• **Task item**
Search the records below for the string "thumb" and report only the number of lines that contain it.

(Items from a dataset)
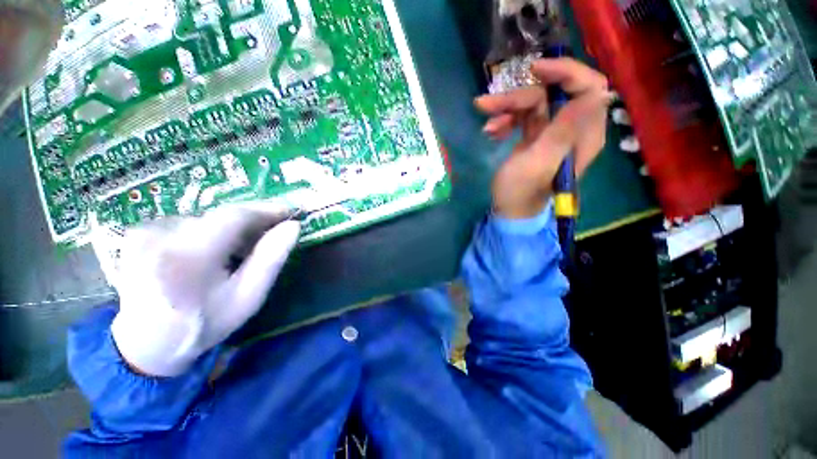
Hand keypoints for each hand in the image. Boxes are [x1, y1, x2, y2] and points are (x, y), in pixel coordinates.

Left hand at [107, 205, 300, 376]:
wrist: (145, 344)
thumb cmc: (204, 324)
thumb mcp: (247, 298)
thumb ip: (271, 259)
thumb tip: (293, 226)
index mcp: (188, 256)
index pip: (235, 216)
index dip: (266, 210)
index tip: (290, 213)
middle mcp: (160, 235)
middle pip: (220, 216)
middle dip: (251, 222)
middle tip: (271, 234)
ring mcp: (144, 232)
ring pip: (206, 219)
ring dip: (229, 229)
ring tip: (239, 250)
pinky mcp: (138, 233)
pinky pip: (187, 223)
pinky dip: (207, 232)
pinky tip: (210, 253)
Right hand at [475, 58, 612, 218]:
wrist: (509, 210)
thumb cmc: (521, 192)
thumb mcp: (539, 163)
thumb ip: (564, 130)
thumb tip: (599, 93)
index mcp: (583, 135)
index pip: (589, 87)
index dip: (565, 72)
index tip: (533, 71)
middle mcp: (572, 128)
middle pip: (552, 94)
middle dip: (519, 97)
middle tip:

• **Expected output**
8